Vous avez évoqué ce sujet avec Fabrice Curti?
"Bien sûr! Je l’ai chopé à la mairie. On a discuté pendant trois quarts d’heure. Je lui ai dit que ce n’était pas des façons de procéder! Mais pour lui, c’était normal. Il m’a répondu qu’il était mandaté par David pour voir "qui était le meilleur candidat pour Roquebrune". [Il grimace] ça fait toujours plaisir…"
Et Luc Jousse?
"Il a débarqué courant septembre. À ce moment-là, le candidat de l’ancien maire n’était plus Siino mais Amado. Un jour, il me téléphone pour m’inviter à dîner le 4 octobre à l’Ilot Bar. J’accepte. Et je me retrouve dans une réunion avec plein de monde dont Patrice Amado. [Il fronce les sourcils] Jousse avait son portable ouvert, avec Amado à sa droite, et il plaçait ses amis: "Celui-là, tu le mets premier adjoint, celui-ci à tel poste", etc. Il faisait son business, quoi!"

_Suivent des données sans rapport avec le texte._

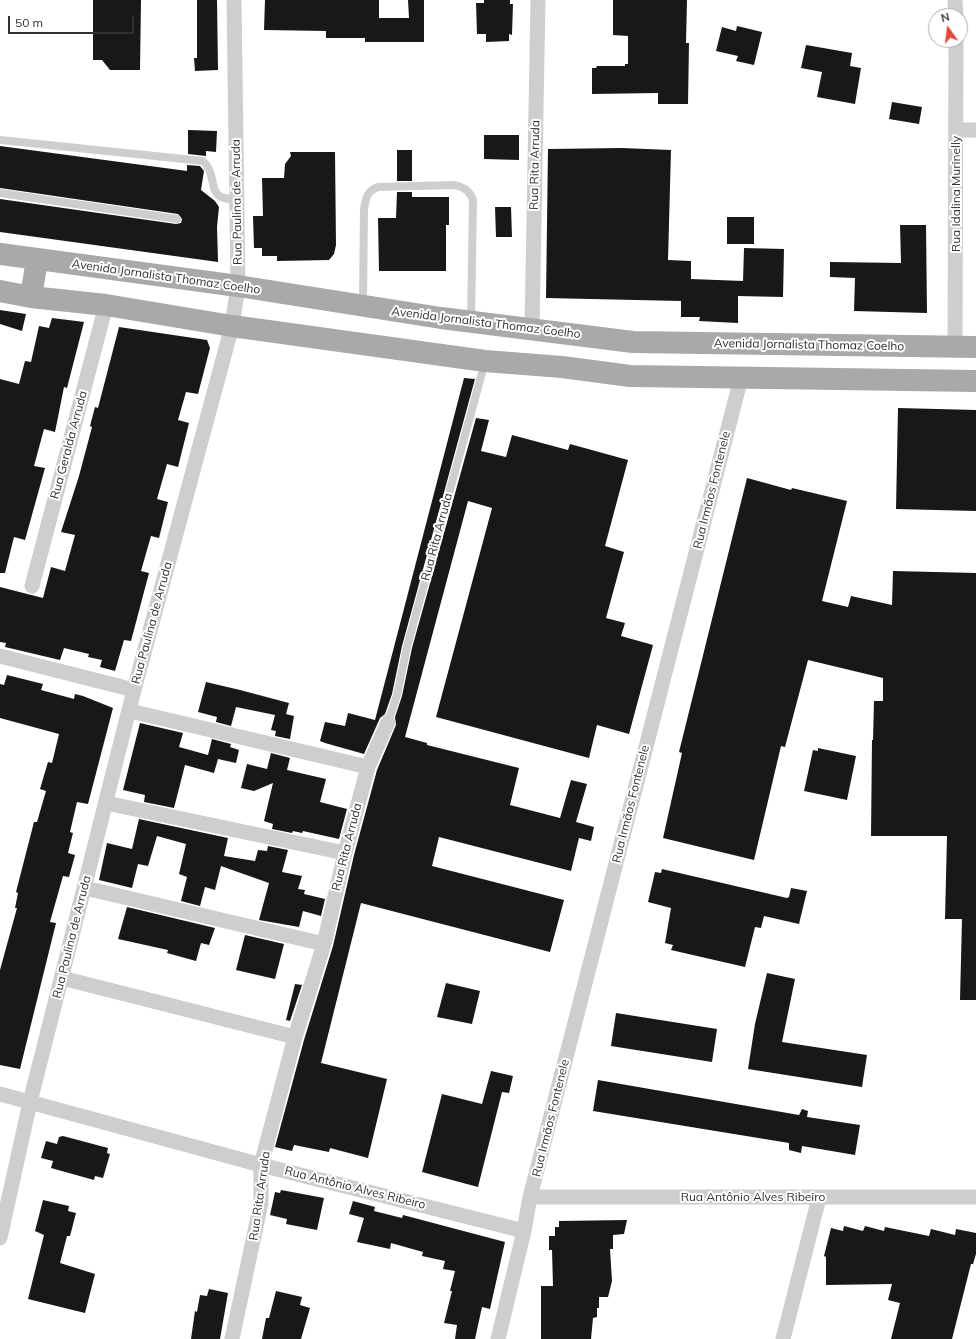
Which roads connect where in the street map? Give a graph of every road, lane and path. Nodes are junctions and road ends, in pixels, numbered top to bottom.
1 (234, 0) edge
2 (538, 0) edge
3 (956, 48) edge
4 (956, 130) junction
5 (976, 130) edge
6 (0, 140) edge
7 (0, 194) edge
8 (237, 200) junction
9 (177, 219) dead end
10 (0, 254) edge
11 (37, 259) junction
12 (238, 286) junction
13 (0, 291) edge
14 (31, 297) junction
15 (106, 305) junction
16 (363, 307) junction
17 (471, 322) junction
18 (232, 326) junction
19 (532, 330) junction
20 (633, 342) junction
21 (782, 345) junction
22 (966, 347) edge
23 (485, 361) junction
24 (630, 376) junction
25 (741, 378) junction
26 (781, 378) junction
27 (976, 381) edge
28 (32, 586) dead end
29 (0, 656) edge
30 (134, 690) junction
31 (130, 712) junction
32 (388, 722) joint
33 (368, 767) junction
34 (106, 803) junction
35 (345, 853) junction
36 (84, 888) junction
37 (324, 944) junction
38 (62, 978) junction
39 (295, 1037) junction
40 (0, 1094) edge
41 (30, 1102) junction
42 (261, 1165) junction
43 (530, 1197) junction
44 (976, 1197) edge
45 (819, 1198) junction
46 (524, 1230) junction
47 (0, 1238) edge
48 (232, 1339) edge
49 (498, 1339) edge
50 (783, 1339) edge

1 - 8 street, Rua Paulina de Arruda
2 - 19 street, Rua Rita Arruda
3 - 4 street, Rua Idalina Murinelly
4 - 5 street
4 - 22 street, Rua Idalina Murinelly
6 - 8 lane
7 - 9 lane
8 - 12 street, Rua Paulina de Arruda
10 - 11 main road, Avenida Jornalista Thomaz Coelho
11 - 12 main road, Avenida Jornalista Thomaz Coelho
11 - 14 main road
12 - 16 main road, Avenida Jornalista Thomaz Coelho
12 - 18 street, Rua Paulina de Arruda
13 - 14 main road
14 - 15 main road
15 - 18 main road
15 - 28 street, Rua Geralda Arruda
16 - 17 main road, Avenida Jornalista Thomaz Coelho
16 - 17 lane
17 - 19 main road, Avenida Jornalista Thomaz Coelho
18 - 23 main road
18 - 30 street, Rua Paulina de Arruda
19 - 20 main road, Avenida Jornalista Thomaz Coelho
20 - 21 main road, Avenida Jornalista Thomaz Coelho
20 - 24 main road
21 - 22 main road, Avenida Jornalista Thomaz Coelho
21 - 26 main road
23 - 24 main road
23 - 32 lane, Rua Rita Arruda
24 - 25 main road
25 - 26 main road
25 - 43 street, Rua Irmãos Fontenele
26 - 27 main road
29 - 30 street
30 - 31 street, Rua Paulina de Arruda
31 - 33 street
31 - 34 street, Rua Paulina de Arruda
32 - 33 street, Rua Rita Arruda
33 - 35 street, Rua Rita Arruda
34 - 35 street
34 - 36 street, Rua Paulina de Arruda
35 - 37 street, Rua Rita Arruda
36 - 37 street
36 - 38 street, Rua Paulina de Arruda
37 - 39 street, Rua Rita Arruda
38 - 39 street
38 - 41 street, Rua Paulina de Arruda
39 - 42 street, Rua Rita Arruda
40 - 41 street, Rua Antônio Alves Ribeiro
41 - 42 street, Rua Antônio Alves Ribeiro
41 - 47 street, Rua Paulina de Arruda
42 - 46 street, Rua Antônio Alves Ribeiro
42 - 48 street, Rua Rita Arruda
43 - 45 street, Rua Antônio Alves Ribeiro
43 - 46 street, Rua Irmãos Fontenele
44 - 45 street, Rua Antônio Alves Ribeiro
45 - 50 street
46 - 49 street, Rua Irmãos Fontenele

Quelle a été votre réaction?
"J’étais scié! À un moment, Luc m’interpelle et me demande mon avis sur un gars. Je lui réponds que je ne suis pas venu pour ça. Puis je chope Amado pour lui annoncer que j’ai demandé l’investiture du RN. Jousse arrive, il entend, il fait des bonds: "Ça va pas, je vais te massacrer!". Il me dit qu’il va en parler à David, que Jouniaux [Julien Jouniaux, chef de cabinet de David Rachline] va m’appeler. Et que je ne serai pas tête de liste. Je suis parti."

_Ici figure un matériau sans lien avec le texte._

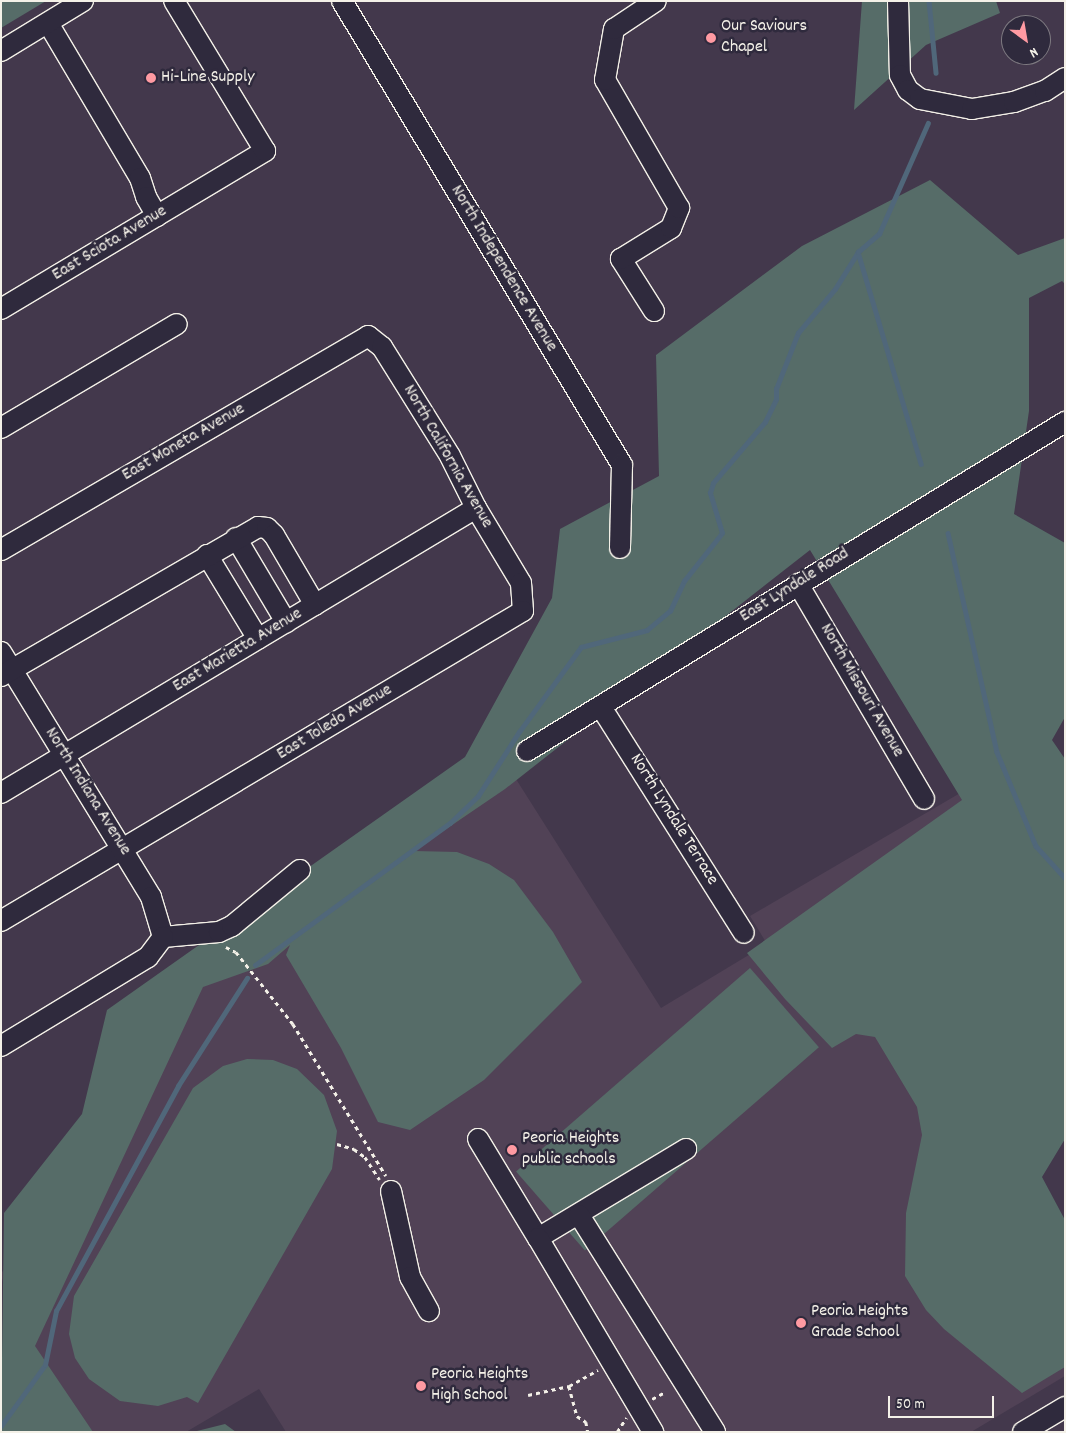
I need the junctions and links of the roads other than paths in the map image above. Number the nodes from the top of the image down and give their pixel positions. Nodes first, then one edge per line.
1 (83, 1) edge
2 (174, 1) edge
3 (342, 1) edge
4 (656, 1) edge
5 (898, 1) edge
6 (55, 13) edge
7 (1, 51) edge
8 (1065, 78) edge
9 (157, 216) junction
10 (1, 309) edge
11 (654, 311) dead end
12 (177, 324) dead end
13 (368, 336) joint
14 (1065, 422) edge
15 (1, 428) edge
16 (476, 508) junction
17 (236, 538) junction
18 (620, 548) dead end
19 (1, 550) edge
20 (207, 555) junction
21 (521, 583) joint
22 (798, 584) junction
23 (315, 604) junction
24 (286, 622) junction
25 (258, 639) junction
26 (1, 652) edge
27 (7, 673) edge
28 (601, 707) junction
29 (527, 751) dead end
30 (64, 755) junction
31 (1, 793) edge
32 (924, 799) dead end
33 (122, 849) junction
34 (300, 870) dead end
35 (1, 921) edge
36 (744, 933) dead end
37 (163, 937) junction
38 (1, 1046) edge
39 (478, 1139) dead end
40 (686, 1148) dead end
41 (391, 1187) road end
42 (579, 1214) junction
43 (538, 1238) junction
44 (429, 1311) dead end
45 (1063, 1412) edge
46 (653, 1432) edge
47 (715, 1432) edge
48 (1023, 1432) edge

1 - 6 street
2 - 9 street, East Sciota Avenue
3 - 18 street, North Independence Avenue
4 - 11 street
5 - 8 street
6 - 7 street
6 - 9 street
9 - 10 street, East Sciota Avenue
12 - 15 street
13 - 16 street, North California Avenue
13 - 19 street, East Moneta Avenue
14 - 22 street, East Lyndale Road
16 - 21 street, North California Avenue
16 - 23 street, East Marietta Avenue
17 - 20 street
17 - 23 street
17 - 24 street
20 - 25 street
20 - 27 street
21 - 33 street, East Toledo Avenue
22 - 28 street, East Lyndale Road
22 - 32 street, North Missouri Avenue
23 - 24 street, East Marietta Avenue
24 - 25 street, East Marietta Avenue
25 - 30 street, East Marietta Avenue
26 - 27 street, North Indiana Avenue
27 - 30 street, North Indiana Avenue
28 - 29 street, East Lyndale Road
28 - 36 street, North Lyndale Terrace
30 - 31 street, East Marietta Avenue
30 - 33 street, North Indiana Avenue
33 - 35 street
33 - 37 street, North Indiana Avenue
34 - 37 street
37 - 38 street
39 - 43 street
40 - 42 street
41 - 44 street
42 - 43 street
42 - 47 street
43 - 46 street
45 - 48 street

"IL VA TE CONFIRMER QU’ON T’A RÉSERVÉ UN POSTE À LA CAVEM"
Ensuite?
"Le lendemain, je reçois un message vocal de Luc Jousse. Je vous le fais écouter… [Il active la messagerie de son smartphone. Une voix articule: "Joël, bonsoir c’est Luc. On sort de [chez] David, la réunion s’est bien passée. Bon, voilà, c’est clair: le candidat de l’union des droites, avec le soutien RN, c’est Amado. Julien Jouniaux va t’appeler. Il va te confirmer qu’on t’a réservé un poste à la Cavem. David n’a pas le temps, demain il part, il est très occupé. Tout va bien se passer. Fais-moi confiance et ça roule!"]"
Qu’est-ce que c’est que cette histoire de poste à la Communauté d'agglomération?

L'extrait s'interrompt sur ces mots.